*Assignment*
Only the pictures are dropped. Restate each line below word for word.

-- Opening Marker --

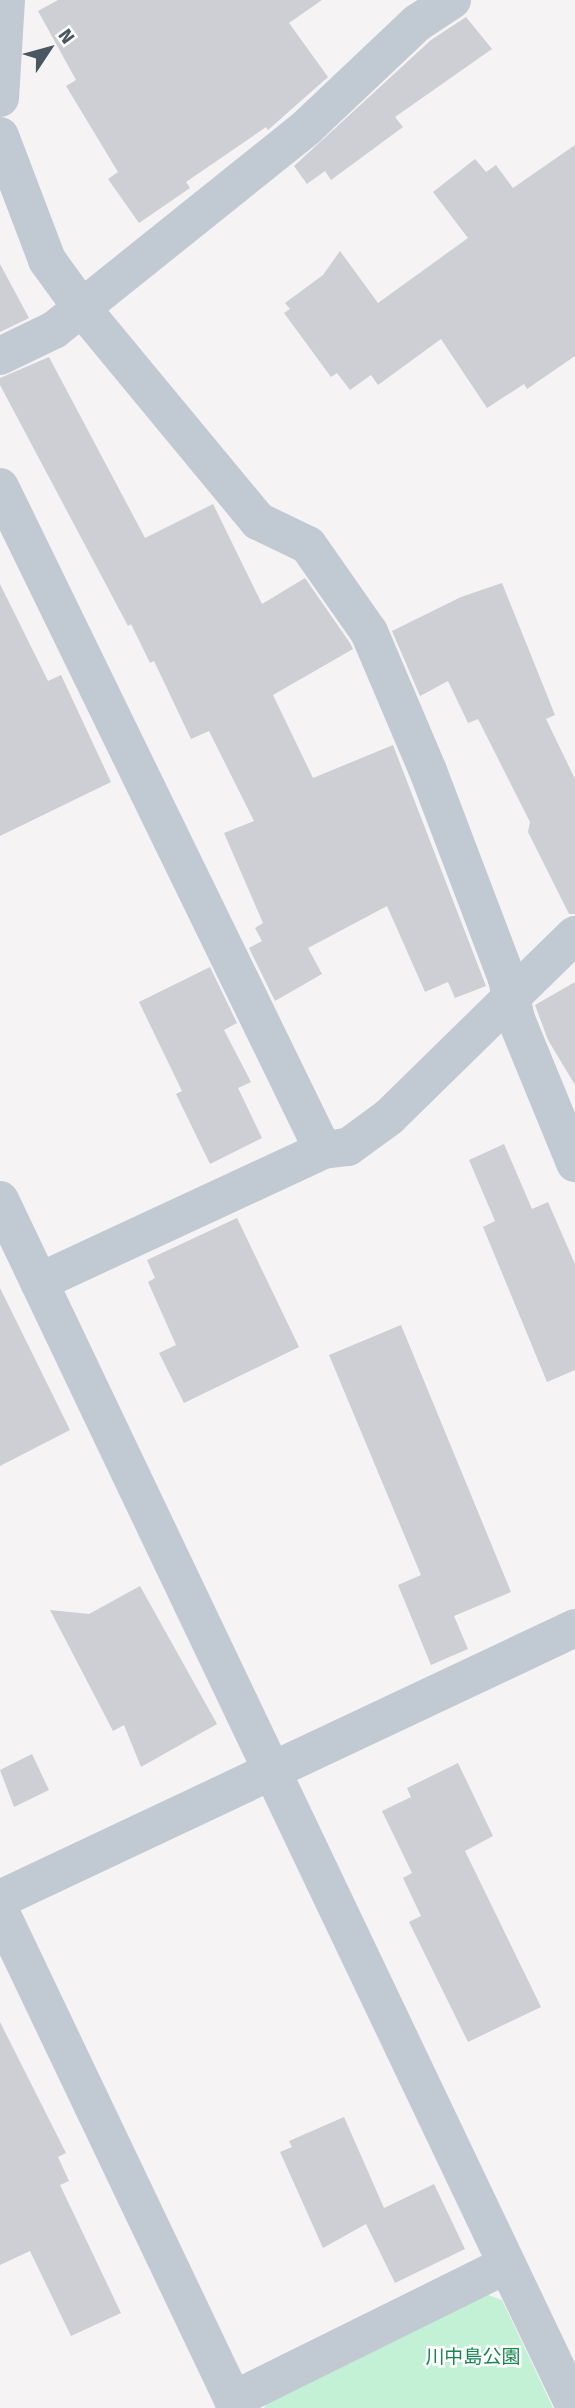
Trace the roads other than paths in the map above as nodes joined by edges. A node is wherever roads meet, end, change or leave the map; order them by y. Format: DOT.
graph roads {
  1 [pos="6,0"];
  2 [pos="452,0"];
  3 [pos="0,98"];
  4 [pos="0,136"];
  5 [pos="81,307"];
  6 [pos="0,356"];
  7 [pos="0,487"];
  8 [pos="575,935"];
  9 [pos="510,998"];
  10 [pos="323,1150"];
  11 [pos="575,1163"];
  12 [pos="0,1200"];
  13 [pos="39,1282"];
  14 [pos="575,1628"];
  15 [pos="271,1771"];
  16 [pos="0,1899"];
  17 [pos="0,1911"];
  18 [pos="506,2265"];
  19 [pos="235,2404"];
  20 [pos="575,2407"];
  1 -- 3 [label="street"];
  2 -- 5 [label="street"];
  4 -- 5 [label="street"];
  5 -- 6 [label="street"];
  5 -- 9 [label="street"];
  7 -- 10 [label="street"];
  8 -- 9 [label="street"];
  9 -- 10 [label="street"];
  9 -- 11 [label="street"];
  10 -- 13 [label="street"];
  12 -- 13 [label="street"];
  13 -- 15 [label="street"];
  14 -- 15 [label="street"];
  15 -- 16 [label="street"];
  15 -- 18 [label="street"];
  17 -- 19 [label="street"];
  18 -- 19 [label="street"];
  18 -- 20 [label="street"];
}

-- Closing Marker --

*Answer to this problem*
Trace the roads other than paths in the map above as nodes joined by edges. A node is wherever roads meet, end, change or leave the map; order them by y. Format: DOT.
graph roads {
  1 [pos="6,0"];
  2 [pos="452,0"];
  3 [pos="0,98"];
  4 [pos="0,136"];
  5 [pos="81,307"];
  6 [pos="0,356"];
  7 [pos="0,487"];
  8 [pos="575,935"];
  9 [pos="510,998"];
  10 [pos="323,1150"];
  11 [pos="575,1163"];
  12 [pos="0,1200"];
  13 [pos="39,1282"];
  14 [pos="575,1628"];
  15 [pos="271,1771"];
  16 [pos="0,1899"];
  17 [pos="0,1911"];
  18 [pos="506,2265"];
  19 [pos="235,2404"];
  20 [pos="575,2407"];
  1 -- 3 [label="street"];
  2 -- 5 [label="street"];
  4 -- 5 [label="street"];
  5 -- 6 [label="street"];
  5 -- 9 [label="street"];
  7 -- 10 [label="street"];
  8 -- 9 [label="street"];
  9 -- 10 [label="street"];
  9 -- 11 [label="street"];
  10 -- 13 [label="street"];
  12 -- 13 [label="street"];
  13 -- 15 [label="street"];
  14 -- 15 [label="street"];
  15 -- 16 [label="street"];
  15 -- 18 [label="street"];
  17 -- 19 [label="street"];
  18 -- 19 [label="street"];
  18 -- 20 [label="street"];
}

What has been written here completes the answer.